Girl Child came in yesterday with a stricken look and that precious chin quivering. Because now there's a trailer parked in the drive-way for the auction house...
It's tough being 40 and watching all this going on. I get it. I don't like it, but I understand it.
Crumb #2 is 9. She doesn't get. She doesn't understand it. She doesn't like it. And she's struggling.
I've been having a long conversation with God about this whole thing.
His answer couldn't have been more perfect.
And here they are...



That's Bugsy with The Belly. And Precious, her finance'.
Why those names?
Since I've only lived next to them for two months I haven't come up with any permanent names yet.
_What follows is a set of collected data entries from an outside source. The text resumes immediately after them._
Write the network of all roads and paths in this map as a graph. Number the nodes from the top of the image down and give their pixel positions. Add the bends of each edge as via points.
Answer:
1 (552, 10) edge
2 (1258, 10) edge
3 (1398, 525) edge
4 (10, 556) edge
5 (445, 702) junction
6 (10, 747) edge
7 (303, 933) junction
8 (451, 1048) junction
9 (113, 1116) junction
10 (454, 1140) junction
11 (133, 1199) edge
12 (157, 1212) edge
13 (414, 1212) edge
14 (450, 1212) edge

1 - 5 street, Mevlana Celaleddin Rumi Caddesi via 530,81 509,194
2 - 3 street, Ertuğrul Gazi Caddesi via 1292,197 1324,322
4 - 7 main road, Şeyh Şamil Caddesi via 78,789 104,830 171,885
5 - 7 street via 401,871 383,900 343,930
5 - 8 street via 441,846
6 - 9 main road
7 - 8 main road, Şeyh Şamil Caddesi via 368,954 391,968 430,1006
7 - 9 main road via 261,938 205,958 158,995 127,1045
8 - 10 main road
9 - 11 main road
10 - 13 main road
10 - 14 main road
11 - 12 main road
The Recluse Artist, Harley Momma, Sweet Girl, The Newlyweds, Hot Head Tom, Crazy Larry and Fruitcake Mary are all appropriate because I've lived with them for a long time! Know what I mean?
So Bugsy is Bugsy because that's her real nickname. I can't call her it. I don't know why. I call her by her beautiful given name. It fits her. She's beautiful. Inside and out.
The beautiful artwork on her chest? It is a tribute to her momma. She died at 36. It's literally a piece of art. She's a trained classical musician. She rides a unicycle. She knows more about cars than Big Shooter. (I know. He has a big crush on her.) She used to make reeds for Yamaha. She paints. And she's about to bless The Neighborhood with June Bug. (Girl Child and I have a big crush on her too. I think Crumb #1 does too. But I think it for reasons this momma doesn't want to contemplate at the present. Thankyouverymuch.)
Precious will roll his eyes when I tell him that's what his name is...for now. I tried a bunch. Tat Boy (he has a bunch you can't see in the pictures). Dreadlock Dude. Bugsy's Boy. Cool Cat. They all work. But none fit. He is, by far, the most thoughtful, hardworking, responsible and loving 21 yo I have met in a loooong time. So what does a over bearing, compulsive momma call that? Why, Precious, of course.
And he is.
And they are.

Love Note to my Big Shooter: It's been a while since you've experienced the Compulsive Nurturer. I must first give you my condolences and second, my gratitude because you are handling it beautifully! Thank you, Love.

June 5, 2009

What's Your Signature Saying?

Are you known for anything you say often?

Do your family or friends ever give you that knowing glance and say it before you do in that "gottcha" kind of way?



One of my aunts, who lives in Utah, says, "Oh my heck."



My granddad had a very...shall we say, colorful expression he used frequently.



Big Shooter says, "Life is good" quite frequently.



And apparently, I say, "Oh my word" in between every sentence.



In fact, I've been told I have so many different ways of saying this phrase that I have one for every kind of situation.



  • In response to Girl Child telling me she's finished yet another chapter book in a single evening: (said with the Momma Wow voice), " Oh my worrrd!"



  • After Boy Child tells me, in agonizingly great detail, the many life-sustaining battles on a video game: (said with as much fake momma wow as I can muster), "Oh...my word."



  • Tasting some divine culinary treat: (said slowly with a throaty voice), "Oh...my....worrrrd...".



  • After Saucy Sashi gives me some unbelievable news: (each word is said separately and slowly with my eyebrows up as far as they can go), "Oh. My. Word. "
  • Screeching at the top of my lungs when seeing a scary jumping bug, "Ohmyword! Ohmyword! OhmyWORD!!"
I'm dying to know if y'all have a signature saying of your own? Please share it with us. What is it? Where'd you first hear it? What does it mean to you and how often do you express it?

Love Note to my Big Shooter: I should have said your Signature Saying is, "Zzzzzzzz. snort. Zzzzzzzz."